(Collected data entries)
*** Begin section ***

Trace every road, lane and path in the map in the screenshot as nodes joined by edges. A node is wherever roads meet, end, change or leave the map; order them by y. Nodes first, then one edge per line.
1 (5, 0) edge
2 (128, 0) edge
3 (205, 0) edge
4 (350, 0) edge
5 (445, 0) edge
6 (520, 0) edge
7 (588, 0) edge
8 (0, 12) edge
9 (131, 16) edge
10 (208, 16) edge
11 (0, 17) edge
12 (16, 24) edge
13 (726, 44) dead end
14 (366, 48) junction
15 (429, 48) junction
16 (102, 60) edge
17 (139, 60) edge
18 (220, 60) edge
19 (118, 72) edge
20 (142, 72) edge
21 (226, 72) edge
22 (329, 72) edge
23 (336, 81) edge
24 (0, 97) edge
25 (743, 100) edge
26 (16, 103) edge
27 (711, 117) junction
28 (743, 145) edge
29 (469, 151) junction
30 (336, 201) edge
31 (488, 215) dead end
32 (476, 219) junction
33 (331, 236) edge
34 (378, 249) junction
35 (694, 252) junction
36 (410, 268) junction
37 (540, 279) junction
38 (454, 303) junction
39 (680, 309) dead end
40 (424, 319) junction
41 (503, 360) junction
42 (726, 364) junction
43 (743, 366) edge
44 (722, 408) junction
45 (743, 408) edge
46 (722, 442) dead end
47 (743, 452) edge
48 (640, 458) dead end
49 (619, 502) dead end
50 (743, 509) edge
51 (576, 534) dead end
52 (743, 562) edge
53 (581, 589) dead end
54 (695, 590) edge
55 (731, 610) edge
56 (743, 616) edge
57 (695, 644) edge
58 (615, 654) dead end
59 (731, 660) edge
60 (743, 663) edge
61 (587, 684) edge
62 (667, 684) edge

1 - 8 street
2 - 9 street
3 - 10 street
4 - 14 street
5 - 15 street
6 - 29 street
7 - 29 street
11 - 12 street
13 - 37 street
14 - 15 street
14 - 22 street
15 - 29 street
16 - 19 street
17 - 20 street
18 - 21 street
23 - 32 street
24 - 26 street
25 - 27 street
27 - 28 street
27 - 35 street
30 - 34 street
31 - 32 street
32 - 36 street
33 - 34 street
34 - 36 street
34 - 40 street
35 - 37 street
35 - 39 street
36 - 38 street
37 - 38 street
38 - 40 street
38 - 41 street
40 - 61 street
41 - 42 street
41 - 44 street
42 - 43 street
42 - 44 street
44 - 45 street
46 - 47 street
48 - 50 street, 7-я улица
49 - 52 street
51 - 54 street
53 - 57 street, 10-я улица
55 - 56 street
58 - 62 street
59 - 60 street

*** End section ***

**WHAT NEEDS TO BE DONE**
Show the lines of the entries that include the string "улица", copying each in full.

**TASK RESPONSE**
48 - 50 street, 7-я улица
53 - 57 street, 10-я улица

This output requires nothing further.